Most researchers have measured belief bias effects using a 2 × 2 ANOVA on the raw scores. A convincing belief bias effect is observed whenever both main effects and the interaction are statistically significant. As reviewed by Dube, Rotello, and Heit (2010), this work has served as the empirical basis for three decades of research on reasoning. Historically, the interaction effect has been taken to support important theories of reasoning (e.g., dual-process theory, Evans & Curtis-Holmes, 2005; mental models theory, Oakhill & Johnson-Laird, 1985; see also Evans et al., 1983, Klauer et al., 2000, Newstead et al., 1992, Polk and Newell, 1995, Quayle and Ball, 2000). Assessment of the interaction index continues to be a key point in recent studies of belief bias on syllogistic reasoning in a variety of arenas (e.g., neuroscience, Stollstorff, Bean, Anderson, Devaney, & Vaidya, 2013; emotion and cognition, Blanchette and Campbell, 2012, Eliades et al., 2012, Goel and Vartanian, 2011; individual differences, Stupple, Ball, Evans, & Kamal-Smith, 2011; informal argumentation, Thompson & Evans, 2012).

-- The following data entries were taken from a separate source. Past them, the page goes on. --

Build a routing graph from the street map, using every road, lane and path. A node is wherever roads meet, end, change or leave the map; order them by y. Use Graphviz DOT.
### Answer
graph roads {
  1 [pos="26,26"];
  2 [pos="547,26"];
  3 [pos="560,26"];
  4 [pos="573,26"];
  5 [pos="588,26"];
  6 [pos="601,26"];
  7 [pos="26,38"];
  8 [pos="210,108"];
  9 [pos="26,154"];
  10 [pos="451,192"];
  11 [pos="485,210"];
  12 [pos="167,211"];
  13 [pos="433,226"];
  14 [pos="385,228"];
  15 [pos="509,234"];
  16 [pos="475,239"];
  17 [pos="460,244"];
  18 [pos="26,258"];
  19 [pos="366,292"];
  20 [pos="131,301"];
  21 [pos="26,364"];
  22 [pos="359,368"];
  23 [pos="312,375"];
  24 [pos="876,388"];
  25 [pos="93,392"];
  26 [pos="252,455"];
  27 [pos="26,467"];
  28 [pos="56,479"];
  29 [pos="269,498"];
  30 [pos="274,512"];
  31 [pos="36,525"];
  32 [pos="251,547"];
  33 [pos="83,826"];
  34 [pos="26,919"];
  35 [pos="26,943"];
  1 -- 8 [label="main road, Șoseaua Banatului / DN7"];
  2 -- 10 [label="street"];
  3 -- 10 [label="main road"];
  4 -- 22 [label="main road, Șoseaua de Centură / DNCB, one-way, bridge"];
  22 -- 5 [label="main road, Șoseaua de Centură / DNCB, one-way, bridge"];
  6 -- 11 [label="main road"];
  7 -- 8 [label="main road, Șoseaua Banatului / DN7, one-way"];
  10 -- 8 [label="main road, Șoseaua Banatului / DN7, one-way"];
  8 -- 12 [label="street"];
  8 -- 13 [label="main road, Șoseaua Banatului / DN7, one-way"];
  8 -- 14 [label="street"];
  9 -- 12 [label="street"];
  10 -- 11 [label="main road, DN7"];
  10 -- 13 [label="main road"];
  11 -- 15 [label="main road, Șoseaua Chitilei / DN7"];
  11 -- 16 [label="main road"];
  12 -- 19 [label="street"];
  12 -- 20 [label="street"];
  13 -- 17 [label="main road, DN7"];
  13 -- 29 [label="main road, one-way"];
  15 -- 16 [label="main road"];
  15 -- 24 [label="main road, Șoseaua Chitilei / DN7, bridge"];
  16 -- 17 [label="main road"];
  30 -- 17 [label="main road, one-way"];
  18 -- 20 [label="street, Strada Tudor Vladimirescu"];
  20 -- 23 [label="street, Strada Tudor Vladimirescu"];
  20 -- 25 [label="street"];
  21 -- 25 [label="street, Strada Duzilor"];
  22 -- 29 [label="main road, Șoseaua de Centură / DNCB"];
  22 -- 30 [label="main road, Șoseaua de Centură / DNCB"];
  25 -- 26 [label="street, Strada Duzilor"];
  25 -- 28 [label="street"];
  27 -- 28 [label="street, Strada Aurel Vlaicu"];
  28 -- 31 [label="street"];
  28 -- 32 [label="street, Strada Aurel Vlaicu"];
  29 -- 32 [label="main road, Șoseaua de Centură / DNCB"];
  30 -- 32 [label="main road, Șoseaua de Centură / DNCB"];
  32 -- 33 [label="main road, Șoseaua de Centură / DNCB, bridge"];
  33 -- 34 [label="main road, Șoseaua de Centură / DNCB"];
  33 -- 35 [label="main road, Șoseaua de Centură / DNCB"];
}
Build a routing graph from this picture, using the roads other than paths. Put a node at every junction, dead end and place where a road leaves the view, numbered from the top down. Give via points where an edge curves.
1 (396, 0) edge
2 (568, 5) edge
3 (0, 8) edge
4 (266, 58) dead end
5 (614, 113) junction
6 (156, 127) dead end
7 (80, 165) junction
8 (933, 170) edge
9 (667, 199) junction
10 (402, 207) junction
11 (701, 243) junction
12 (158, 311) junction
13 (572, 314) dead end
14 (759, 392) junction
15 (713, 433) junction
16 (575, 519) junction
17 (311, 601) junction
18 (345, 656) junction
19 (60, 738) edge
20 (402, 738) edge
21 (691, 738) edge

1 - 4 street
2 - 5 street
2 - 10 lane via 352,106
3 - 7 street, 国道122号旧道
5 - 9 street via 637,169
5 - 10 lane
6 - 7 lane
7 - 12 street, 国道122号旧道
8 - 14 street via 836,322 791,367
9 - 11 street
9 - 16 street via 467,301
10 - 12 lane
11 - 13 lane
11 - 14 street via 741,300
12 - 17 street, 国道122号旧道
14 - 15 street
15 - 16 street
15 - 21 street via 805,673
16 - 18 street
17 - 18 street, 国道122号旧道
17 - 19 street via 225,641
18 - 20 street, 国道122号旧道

The logic effect is also a matter of extensive interest in reasoning research, beyond syllogistic reasoning tasks. For example, Pollard and Evans (1987) proposed that the logic index based on raw difference scores (logically correct answers minus logically incorrect answers) should be used to analyze performance on the Wason (1968) selection task. This proposal has been influential (e.g., Griggs, 1989, Platt and Griggs, 1993, Stanovich and West, 2008). The logic index has also been used extensively in studies of conditional reasoning (e.g., Evans et al., 1999, Sellen et al., 2005). Therefore, the critiques in this paper of the logic index apply not only to syllogistic reasoning but to the selection task and conditional reasoning as well. Similarly, the belief index has also been used to study belief bias effects in conditional reasoning (e.g., Evans et al., 2009, Handley et al., 2004).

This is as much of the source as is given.